Coupled-channel dynamics with chiral long-range forces in the open-charm sector of QCD

TL;DR

This paper analyzes lattice QCD data in the open-charm sector using a chiral SU(3) Lagrangian, incorporating recent scattering data and left-hand cut effects, to predict phase shifts and resonances at physical quark masses.

Contribution

It introduces a coupled-channel analysis with a generalized potential approach including left-hand cuts, providing new insights into open-charm meson interactions and resonance predictions.

Findings

Reproduces lattice QCD scattering phase shifts with high accuracy.

Predicts a resonance at about 2.287 GeV in the $D_s \, \pi$ channel.

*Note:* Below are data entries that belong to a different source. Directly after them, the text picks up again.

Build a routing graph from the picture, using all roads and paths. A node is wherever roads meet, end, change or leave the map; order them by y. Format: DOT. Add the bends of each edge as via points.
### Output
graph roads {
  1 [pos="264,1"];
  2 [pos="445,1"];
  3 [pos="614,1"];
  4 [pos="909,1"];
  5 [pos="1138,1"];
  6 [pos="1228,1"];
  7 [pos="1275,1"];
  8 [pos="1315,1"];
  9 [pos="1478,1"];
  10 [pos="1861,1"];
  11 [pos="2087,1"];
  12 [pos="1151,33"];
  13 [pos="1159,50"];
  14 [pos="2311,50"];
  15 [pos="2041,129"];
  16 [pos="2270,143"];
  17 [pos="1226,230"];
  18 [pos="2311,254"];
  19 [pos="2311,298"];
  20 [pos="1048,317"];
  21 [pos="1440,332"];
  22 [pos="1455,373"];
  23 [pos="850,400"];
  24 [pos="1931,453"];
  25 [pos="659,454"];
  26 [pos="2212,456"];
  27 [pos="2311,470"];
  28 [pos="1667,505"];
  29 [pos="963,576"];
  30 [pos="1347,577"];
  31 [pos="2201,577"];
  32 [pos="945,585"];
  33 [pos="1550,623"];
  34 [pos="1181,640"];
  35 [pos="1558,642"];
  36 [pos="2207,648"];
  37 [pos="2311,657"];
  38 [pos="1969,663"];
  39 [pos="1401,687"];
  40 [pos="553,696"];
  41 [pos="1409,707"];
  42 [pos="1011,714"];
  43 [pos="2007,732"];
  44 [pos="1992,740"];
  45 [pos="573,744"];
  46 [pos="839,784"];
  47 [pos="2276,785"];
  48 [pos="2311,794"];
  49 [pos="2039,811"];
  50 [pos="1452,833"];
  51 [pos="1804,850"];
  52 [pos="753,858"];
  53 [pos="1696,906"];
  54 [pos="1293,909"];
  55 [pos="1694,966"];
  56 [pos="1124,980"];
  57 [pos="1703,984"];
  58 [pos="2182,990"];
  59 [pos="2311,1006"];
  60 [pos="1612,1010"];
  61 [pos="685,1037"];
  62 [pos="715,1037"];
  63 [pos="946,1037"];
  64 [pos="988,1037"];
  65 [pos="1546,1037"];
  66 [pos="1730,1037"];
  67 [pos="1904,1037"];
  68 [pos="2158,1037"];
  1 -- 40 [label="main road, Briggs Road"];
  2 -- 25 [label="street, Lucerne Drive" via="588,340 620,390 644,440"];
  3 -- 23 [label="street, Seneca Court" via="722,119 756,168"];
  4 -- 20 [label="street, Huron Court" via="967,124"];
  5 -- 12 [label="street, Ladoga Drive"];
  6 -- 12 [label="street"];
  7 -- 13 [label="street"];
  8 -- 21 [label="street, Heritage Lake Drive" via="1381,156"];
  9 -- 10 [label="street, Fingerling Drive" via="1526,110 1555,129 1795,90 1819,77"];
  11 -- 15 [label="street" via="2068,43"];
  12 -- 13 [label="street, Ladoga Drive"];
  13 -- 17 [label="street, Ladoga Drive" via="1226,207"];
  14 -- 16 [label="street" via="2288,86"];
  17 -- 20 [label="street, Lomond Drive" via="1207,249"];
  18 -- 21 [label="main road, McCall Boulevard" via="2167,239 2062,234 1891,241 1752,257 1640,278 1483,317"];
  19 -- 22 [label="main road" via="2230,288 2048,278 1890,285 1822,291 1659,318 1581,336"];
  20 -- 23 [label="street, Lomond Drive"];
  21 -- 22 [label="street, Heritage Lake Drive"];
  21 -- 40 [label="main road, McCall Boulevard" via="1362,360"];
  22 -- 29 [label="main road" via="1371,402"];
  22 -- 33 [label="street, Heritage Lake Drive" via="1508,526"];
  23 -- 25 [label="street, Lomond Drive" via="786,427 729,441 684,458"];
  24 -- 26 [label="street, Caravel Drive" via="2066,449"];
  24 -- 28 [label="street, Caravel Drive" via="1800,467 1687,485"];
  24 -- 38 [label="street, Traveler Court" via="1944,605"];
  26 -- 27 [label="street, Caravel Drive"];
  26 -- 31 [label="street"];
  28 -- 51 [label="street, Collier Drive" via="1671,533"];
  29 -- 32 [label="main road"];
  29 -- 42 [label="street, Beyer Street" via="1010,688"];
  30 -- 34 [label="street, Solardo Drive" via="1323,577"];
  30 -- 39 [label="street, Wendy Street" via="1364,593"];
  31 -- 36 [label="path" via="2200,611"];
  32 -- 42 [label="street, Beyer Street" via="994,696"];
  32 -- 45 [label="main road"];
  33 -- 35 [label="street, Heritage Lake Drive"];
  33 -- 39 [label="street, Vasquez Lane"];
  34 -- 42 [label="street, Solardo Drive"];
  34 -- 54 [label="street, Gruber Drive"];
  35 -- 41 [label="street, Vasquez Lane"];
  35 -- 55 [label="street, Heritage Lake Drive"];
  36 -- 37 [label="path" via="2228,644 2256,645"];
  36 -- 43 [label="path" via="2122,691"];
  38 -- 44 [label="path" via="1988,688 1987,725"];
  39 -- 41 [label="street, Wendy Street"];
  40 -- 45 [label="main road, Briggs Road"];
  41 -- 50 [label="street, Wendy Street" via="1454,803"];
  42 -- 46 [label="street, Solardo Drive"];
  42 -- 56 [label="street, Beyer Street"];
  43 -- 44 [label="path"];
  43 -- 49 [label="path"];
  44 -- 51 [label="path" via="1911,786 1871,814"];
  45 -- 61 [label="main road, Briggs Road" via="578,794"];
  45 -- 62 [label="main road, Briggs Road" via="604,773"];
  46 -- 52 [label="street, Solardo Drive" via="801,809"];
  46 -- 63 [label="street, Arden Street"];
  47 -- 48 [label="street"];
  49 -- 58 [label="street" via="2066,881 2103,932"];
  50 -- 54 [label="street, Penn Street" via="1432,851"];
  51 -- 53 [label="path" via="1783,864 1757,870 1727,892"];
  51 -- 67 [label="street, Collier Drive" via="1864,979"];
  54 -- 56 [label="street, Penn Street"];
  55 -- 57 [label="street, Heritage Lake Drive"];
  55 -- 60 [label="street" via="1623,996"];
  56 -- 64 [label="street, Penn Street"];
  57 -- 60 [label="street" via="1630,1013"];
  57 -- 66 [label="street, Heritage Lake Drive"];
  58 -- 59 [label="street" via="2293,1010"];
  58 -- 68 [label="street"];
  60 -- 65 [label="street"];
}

Provides precise phase shift predictions at physical quark masses.

Abstract

We perform an analysis of Lattice QCD data in the open-charm sector based on the chiral SU(3) Lagrangian. The low-energy constants are adjusted to recover the open-charm meson masses on Lattice QCD ensembles from HPQCD, ETMC and HSC with pion and kaon masses smaller than 550 MeV. A significant set of low-energy parameters is obtainable only if the most recent information from HSC on scattering observables is included in our global fit. For the first time our analysis considers the effect of left-hand cuts as developed in terms of a generalized potential approach (GPA) previously by one of the authors. Here we use coupled-channel interaction terms at the one-loop level. The elastic s-wave and p-wave $D\,\pi$, $D K $ and $D \bar K $ scattering phase shifts on ensembles with nominal pion masses of about 239 MeV and 391 MeV are reproduced faithfully. Based on such low-energy parameters we predict s- and p-wave phase shifts and inelasticities at physical quark masses, where the statistical uncertainties in the phase shifts are smaller than 1 degree always. Most striking would be the exotic s-wave $D_s \pi$ channel, for which we predict a resonance state at about 2.287 GeV where the phase shift passes through 90 degrees.